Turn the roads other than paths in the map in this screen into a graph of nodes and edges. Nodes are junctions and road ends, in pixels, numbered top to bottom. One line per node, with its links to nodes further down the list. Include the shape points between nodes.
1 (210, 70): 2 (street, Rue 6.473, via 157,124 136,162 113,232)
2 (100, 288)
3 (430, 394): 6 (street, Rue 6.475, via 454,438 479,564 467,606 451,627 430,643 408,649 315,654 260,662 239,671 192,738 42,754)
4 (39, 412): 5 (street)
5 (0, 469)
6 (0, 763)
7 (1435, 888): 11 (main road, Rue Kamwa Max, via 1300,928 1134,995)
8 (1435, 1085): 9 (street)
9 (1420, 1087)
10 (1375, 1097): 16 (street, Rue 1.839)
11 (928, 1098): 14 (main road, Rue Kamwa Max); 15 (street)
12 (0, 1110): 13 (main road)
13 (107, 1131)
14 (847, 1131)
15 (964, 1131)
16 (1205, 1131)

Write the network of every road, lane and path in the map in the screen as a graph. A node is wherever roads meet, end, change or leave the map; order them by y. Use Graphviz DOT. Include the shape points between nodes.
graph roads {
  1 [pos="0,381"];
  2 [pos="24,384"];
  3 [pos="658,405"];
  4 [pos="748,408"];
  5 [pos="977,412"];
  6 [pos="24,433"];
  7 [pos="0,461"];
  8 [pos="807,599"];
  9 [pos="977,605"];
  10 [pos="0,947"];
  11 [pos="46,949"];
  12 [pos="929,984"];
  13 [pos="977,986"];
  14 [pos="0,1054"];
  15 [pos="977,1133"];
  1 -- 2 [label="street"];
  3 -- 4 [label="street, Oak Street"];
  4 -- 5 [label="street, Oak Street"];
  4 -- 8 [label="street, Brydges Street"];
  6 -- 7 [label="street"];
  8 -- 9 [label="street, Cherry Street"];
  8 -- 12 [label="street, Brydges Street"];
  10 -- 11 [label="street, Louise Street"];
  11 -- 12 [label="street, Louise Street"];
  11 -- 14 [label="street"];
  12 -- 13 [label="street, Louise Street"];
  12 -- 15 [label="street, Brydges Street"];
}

### What is being asked
Write the whole of the data out again exactly as it stands.

### Answer section
Turn the roads other than paths in the map in this screen into a graph of nodes and edges. Nodes are junctions and road ends, in pixels, numbered top to bottom. One line per node, with its links to nodes further down the list. Include the shape points between nodes.
1 (210, 70): 2 (street, Rue 6.473, via 157,124 136,162 113,232)
2 (100, 288)
3 (430, 394): 6 (street, Rue 6.475, via 454,438 479,564 467,606 451,627 430,643 408,649 315,654 260,662 239,671 192,738 42,754)
4 (39, 412): 5 (street)
5 (0, 469)
6 (0, 763)
7 (1435, 888): 11 (main road, Rue Kamwa Max, via 1300,928 1134,995)
8 (1435, 1085): 9 (street)
9 (1420, 1087)
10 (1375, 1097): 16 (street, Rue 1.839)
11 (928, 1098): 14 (main road, Rue Kamwa Max); 15 (street)
12 (0, 1110): 13 (main road)
13 (107, 1131)
14 (847, 1131)
15 (964, 1131)
16 (1205, 1131)

Write the network of every road, lane and path in the map in the screen as a graph. A node is wherever roads meet, end, change or leave the map; order them by y. Use Graphviz DOT. Include the shape points between nodes.
graph roads {
  1 [pos="0,381"];
  2 [pos="24,384"];
  3 [pos="658,405"];
  4 [pos="748,408"];
  5 [pos="977,412"];
  6 [pos="24,433"];
  7 [pos="0,461"];
  8 [pos="807,599"];
  9 [pos="977,605"];
  10 [pos="0,947"];
  11 [pos="46,949"];
  12 [pos="929,984"];
  13 [pos="977,986"];
  14 [pos="0,1054"];
  15 [pos="977,1133"];
  1 -- 2 [label="street"];
  3 -- 4 [label="street, Oak Street"];
  4 -- 5 [label="street, Oak Street"];
  4 -- 8 [label="street, Brydges Street"];
  6 -- 7 [label="street"];
  8 -- 9 [label="street, Cherry Street"];
  8 -- 12 [label="street, Brydges Street"];
  10 -- 11 [label="street, Louise Street"];
  11 -- 12 [label="street, Louise Street"];
  11 -- 14 [label="street"];
  12 -- 13 [label="street, Louise Street"];
  12 -- 15 [label="street, Brydges Street"];
}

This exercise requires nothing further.